One of Baker's teachers was Rosswell Rudd, who taught him that it mattered little to make mistakes in performance, that what was most important was to "go-for-broke," play as if your life depended on it. One certainly gets a glimpse of this fury in concert, where Baker, his forehead furrowed, eyes tightly shut and upper lip twisted in contortion, strikes his strings with such percussive zeal one thinks one can hear the belly of his instrument cry out for mercy. To counter this, Baker would continue along in restraint and play simply and nimbly, perhaps add complex chords and create an intimate atmosphere. The next moment he transports you to a smooth, comfortable place.

Baker's sometimes neo-classical style is confected with a variety of moods, sudden changes in tempo, haunting "aftersounds," stanzas from songs of other genres, all ingeniously written into the overall fabric. Over the course of the last 30 years, Baker has developed an artistry all his own. He was born Richard Royal Baker IV in Washington, D.C., in 1949 and grew up in Richmond County, Virginia. His father pastored an Episcopal church in neighboring Warsaw. At school, Baker's fellow classmates tagged him "Duck" as they thought he looked much like the aquatic bird. Baker did not much mind. In fact, he liked it and stuck with it.

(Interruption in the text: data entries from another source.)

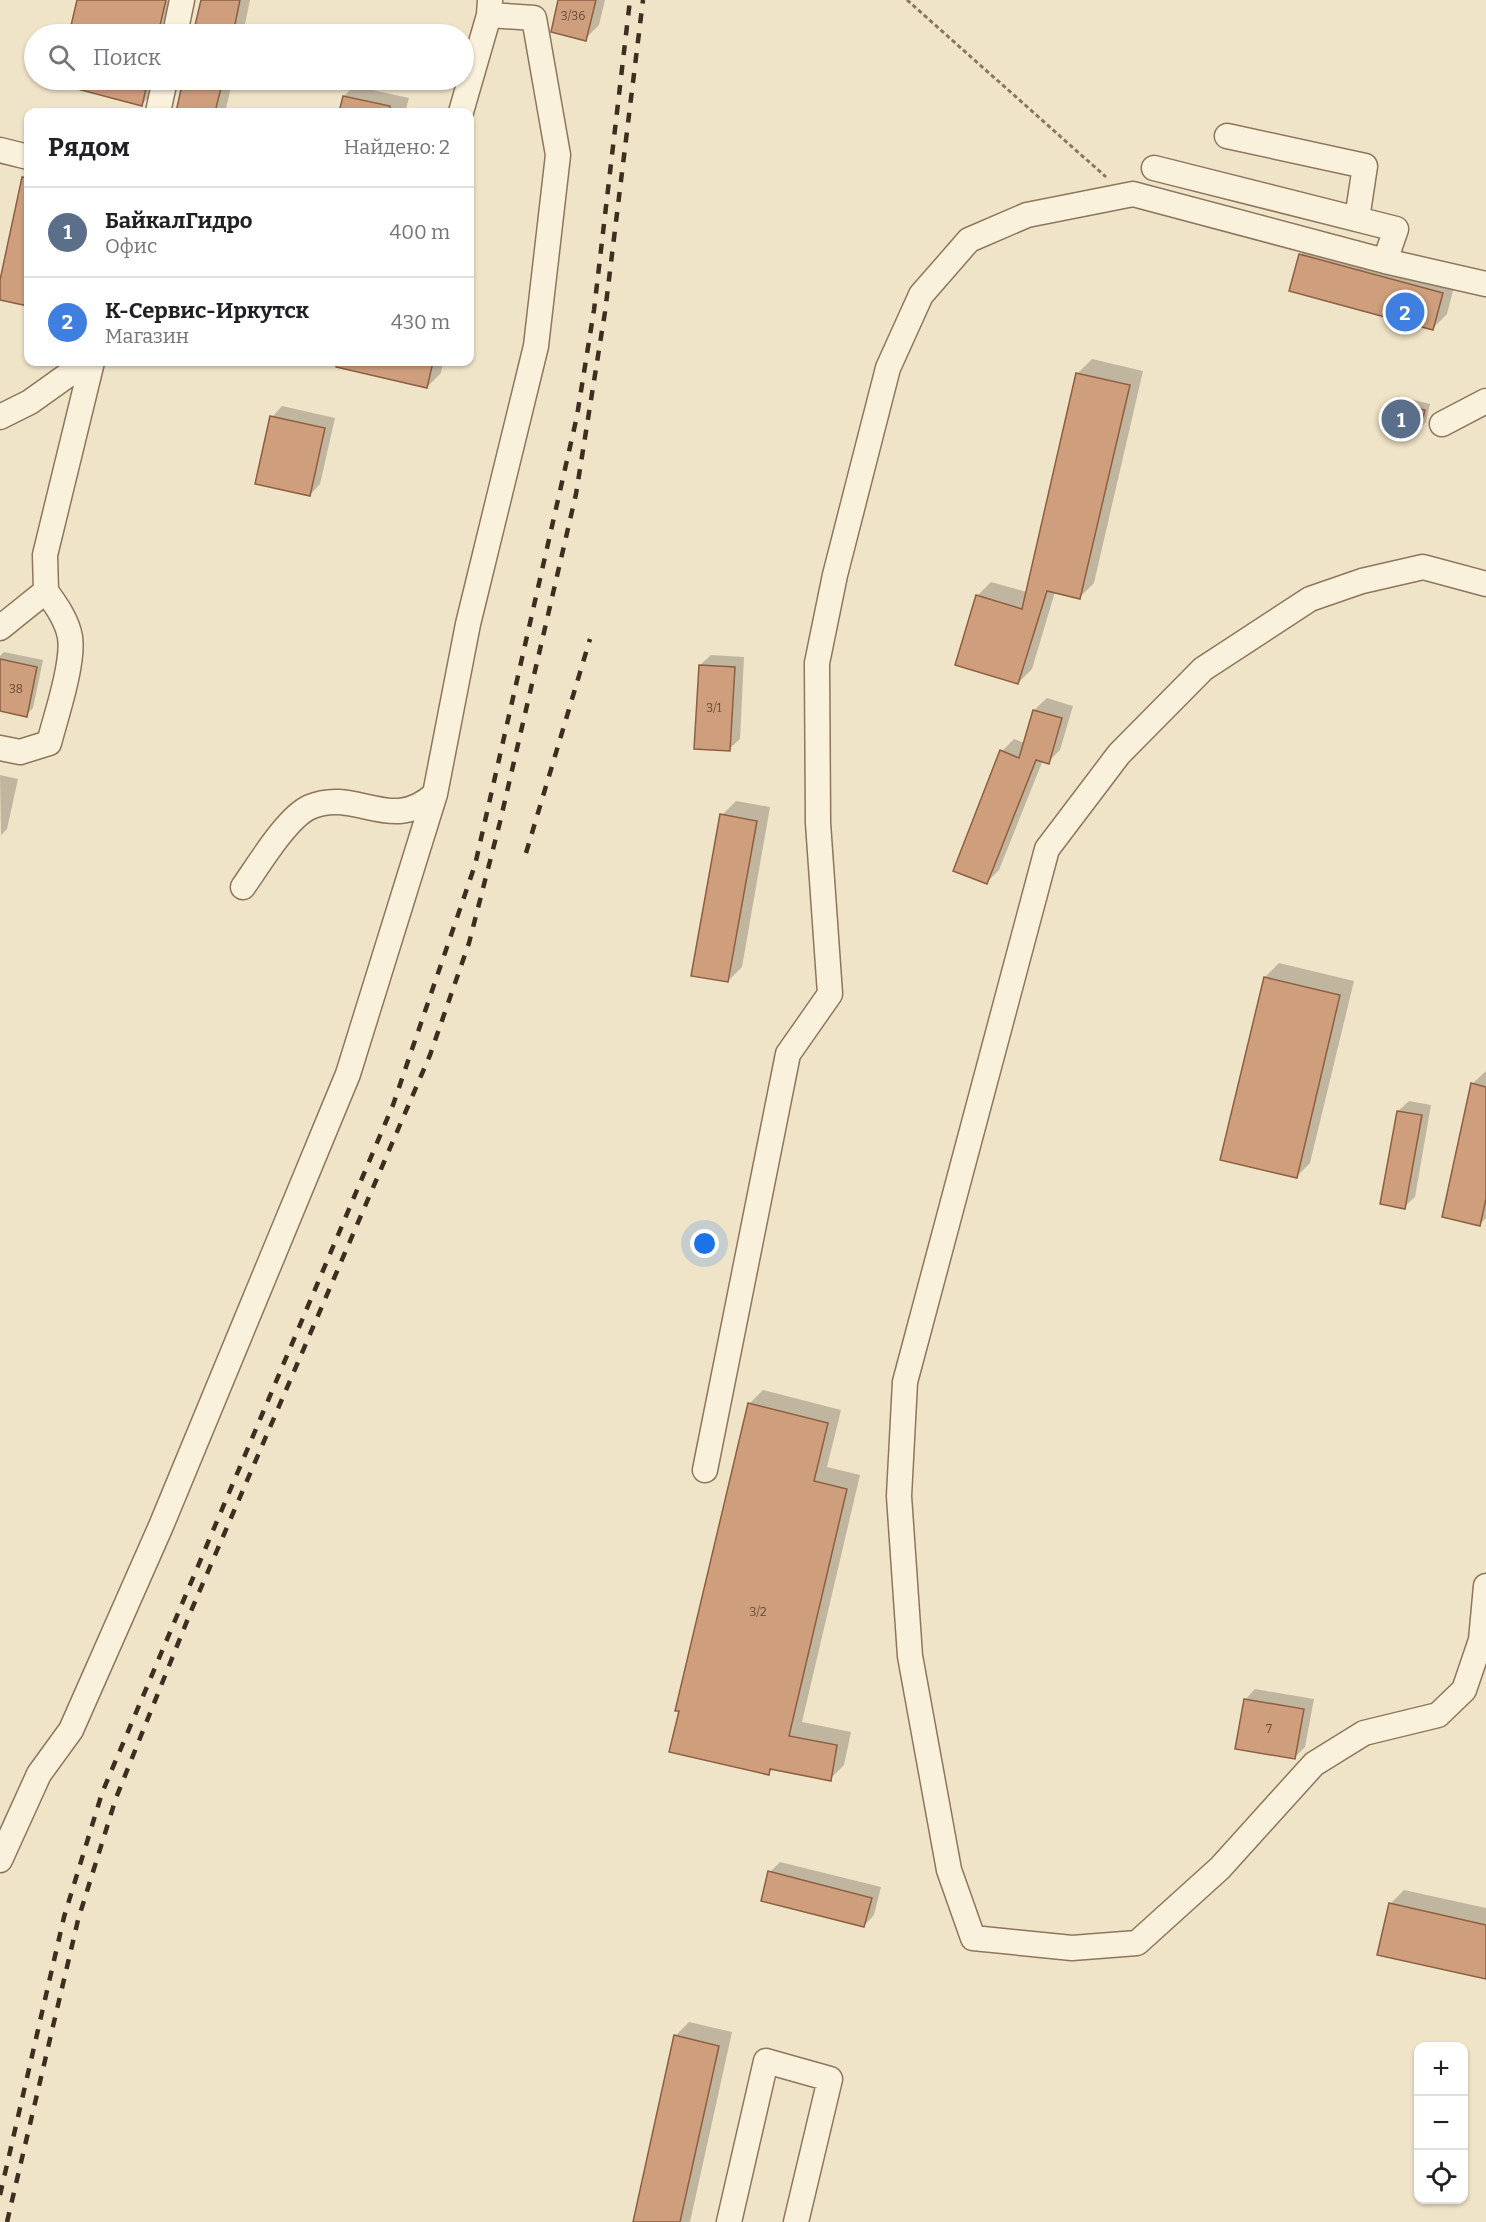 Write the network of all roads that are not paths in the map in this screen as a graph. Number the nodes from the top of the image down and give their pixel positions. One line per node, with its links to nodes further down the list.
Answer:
1 (182, 0): 4 (street)
2 (489, 7): 3 (street); 5 (street)
3 (536, 9): 26 (street)
4 (177, 24)
5 (474, 63)
6 (163, 90): 8 (street)
7 (467, 90): 9 (street)
8 (159, 108)
9 (462, 108)
10 (1227, 136): 14 (street)
11 (0, 150): 12 (street)
12 (24, 156)
13 (1154, 168): 14 (street)
14 (1357, 219): 15 (street)
15 (1385, 261): 16 (street); 28 (street)
16 (1486, 284)
17 (80, 366): 20 (street)
18 (91, 366): 23 (street)
19 (1486, 401): 21 (street)
20 (0, 417)
21 (1442, 424)
22 (1486, 584): 29 (street)
23 (46, 591): 24 (street); 25 (street)
24 (0, 628)
25 (0, 748)
26 (435, 794): 27 (street); 30 (street)
27 (243, 887)
28 (705, 1470)
29 (1486, 1586)
30 (0, 1860)
31 (729, 2222): 32 (street)
32 (796, 2222) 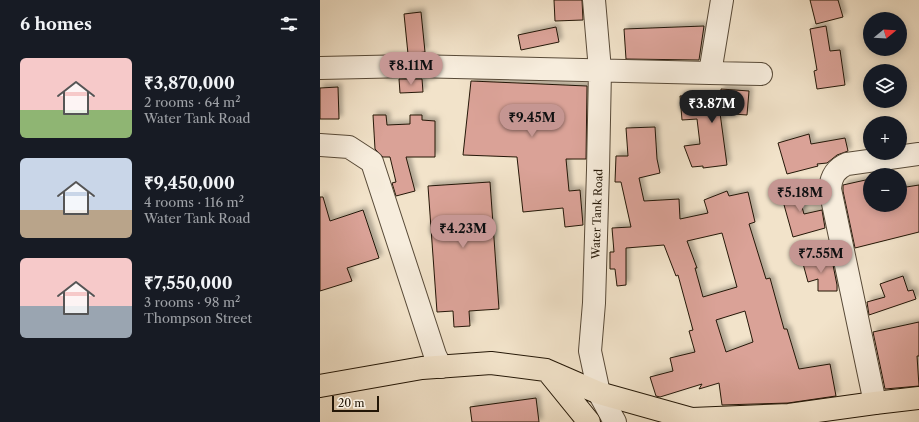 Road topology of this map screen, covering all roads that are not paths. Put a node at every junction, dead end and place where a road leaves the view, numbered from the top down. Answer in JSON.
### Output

In 1953, Baker and his family moved to Gainesville, Florida, where they stayed for three years before returning to Richmond County. Baker was first inspired to play music in 1961 when he was taken by the skills of a young woman who played commercial Gypsy tunes. He pestered his parents to buy him a fiddle, but somehow or other he ended up with a violin. Baker spent four or five years under the tutelage of various violin instructors. One day his parents took him to see a Brahms recital. "Watching the female fiddle soloist and listening to her trying to interpret the music put me right off fiddle playing for good."

In 1963 — on his 14th birthday — Baker's father gave him a ukulele. Mastering the instrument led him to want to try the guitar. Armed with a Jerry Silverman instruction book, Baker labored at mastering a few basic chords on the instrument. After going electric, Baker joined a teenage rock band called The Soothe Sayers, who played a lot of fashionable English pop record covers. Baker also doubled on keyboards and faked a few sustained chunky chordings. He remembers his rudimentary grasp of organ parts to ? and the Mysterians' "96 Tears" and Sam the Sham and the Pharaohs' "Woolly Bully."

Alan Gay was Baker's best friend in the band. Gay's older sister often played Dylan records, and the music caught Baker's attention. Gay's father, an artist, would take Baker down to the Coffee House in Richmond, a venue for touring folk musicians; this was an eye-opening experience. Baker did not do too well in high school because all of his thoughts were channeled into becoming a troubadouring musician. He soon mastered the Travis fingerpicking style and wanted to do better.